YOUR OBJECTIVE: Straight copy, no pictures: transcribe each entry as it stands.

MATERIAL PROVIDED:
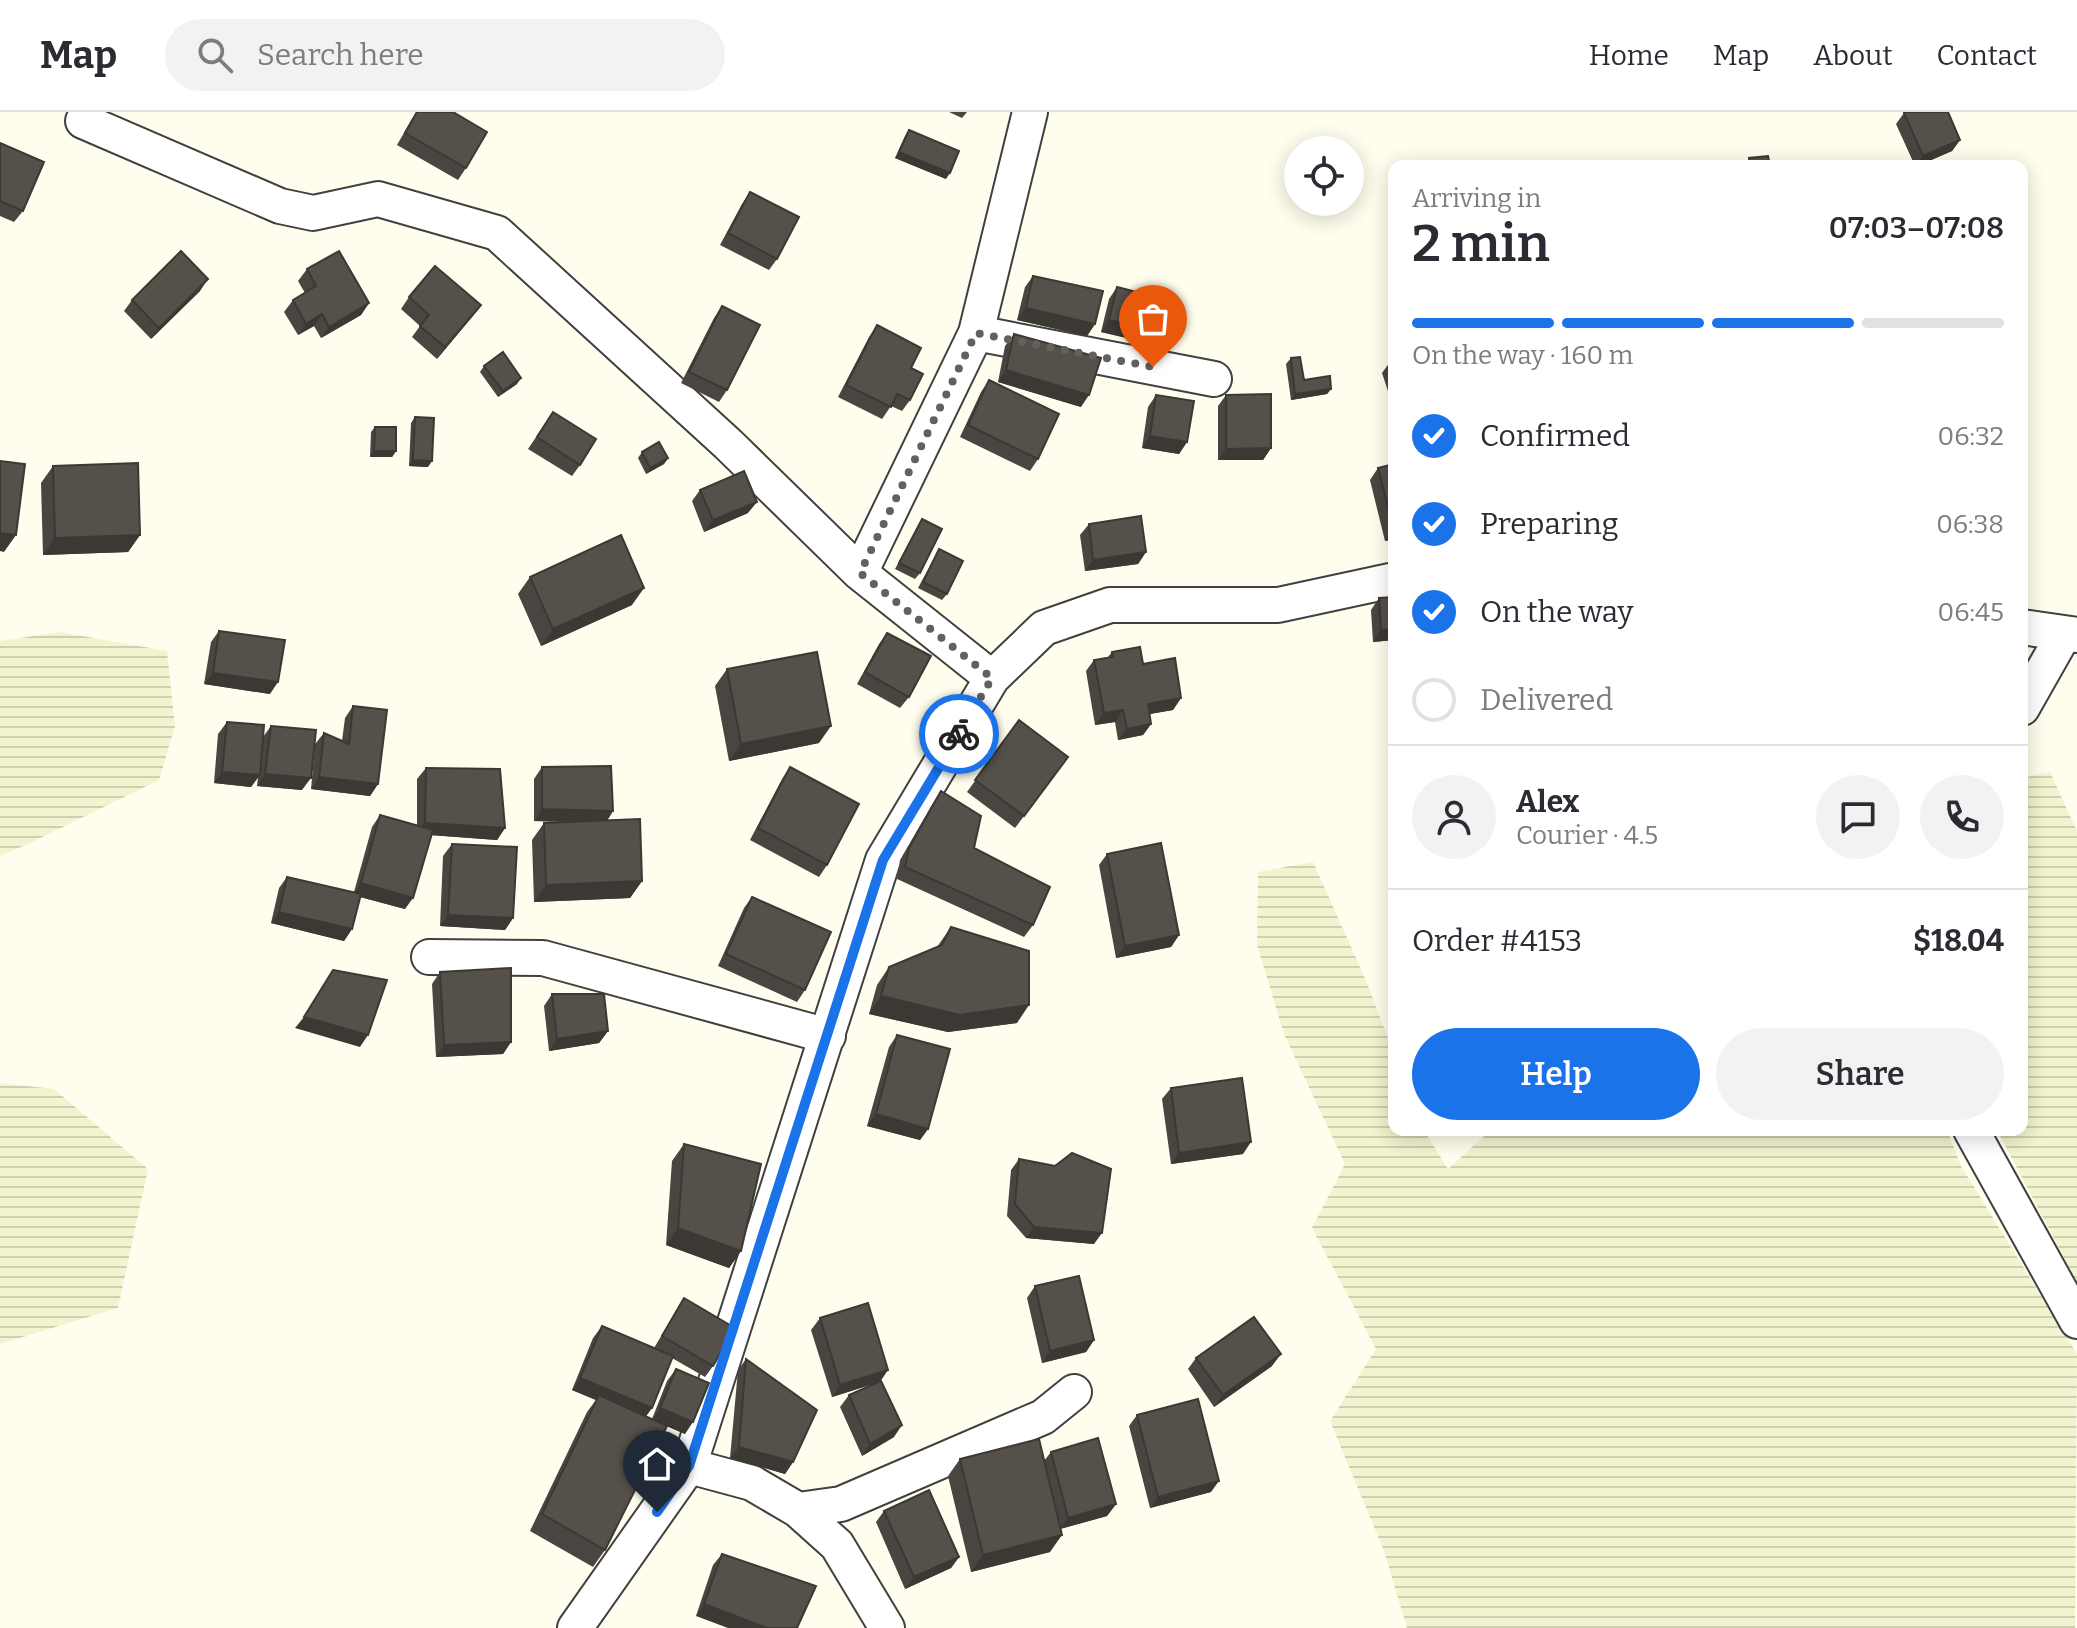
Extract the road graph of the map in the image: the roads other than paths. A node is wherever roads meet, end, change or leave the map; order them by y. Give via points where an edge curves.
1 (1030, 112) edge
2 (83, 121) dead end
3 (976, 333) junction
4 (1214, 379) dead end
5 (860, 573) junction
6 (1388, 581) edge
7 (2028, 628) edge
8 (2071, 634) edge
9 (992, 678) junction
10 (2028, 699) edge
11 (429, 957) dead end
12 (828, 1036) junction
13 (1974, 1136) edge
14 (2077, 1321) edge
15 (1074, 1392) dead end
16 (689, 1466) junction
17 (798, 1510) junction
18 (575, 1628) edge
19 (887, 1628) edge

1 - 3 street
2 - 5 street via 280,206 313,213 378,199 497,233
3 - 4 street
3 - 5 street
5 - 9 street
6 - 9 street via 1278,605 1110,605 1044,628
7 - 8 street
8 - 10 street
9 - 12 street via 883,860
11 - 12 street via 543,958
12 - 16 street
13 - 14 street
15 - 17 street via 1043,1417 841,1504
16 - 17 street via 752,1483
16 - 18 street
17 - 19 street via 837,1545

RESULT OF THE EXERCISE:
Extract the road graph of the map in the image: the roads other than paths. A node is wherever roads meet, end, change or leave the map; order them by y. Give via points where an edge curves.
1 (1030, 112) edge
2 (83, 121) dead end
3 (976, 333) junction
4 (1214, 379) dead end
5 (860, 573) junction
6 (1388, 581) edge
7 (2028, 628) edge
8 (2071, 634) edge
9 (992, 678) junction
10 (2028, 699) edge
11 (429, 957) dead end
12 (828, 1036) junction
13 (1974, 1136) edge
14 (2077, 1321) edge
15 (1074, 1392) dead end
16 (689, 1466) junction
17 (798, 1510) junction
18 (575, 1628) edge
19 (887, 1628) edge

1 - 3 street
2 - 5 street via 280,206 313,213 378,199 497,233
3 - 4 street
3 - 5 street
5 - 9 street
6 - 9 street via 1278,605 1110,605 1044,628
7 - 8 street
8 - 10 street
9 - 12 street via 883,860
11 - 12 street via 543,958
12 - 16 street
13 - 14 street
15 - 17 street via 1043,1417 841,1504
16 - 17 street via 752,1483
16 - 18 street
17 - 19 street via 837,1545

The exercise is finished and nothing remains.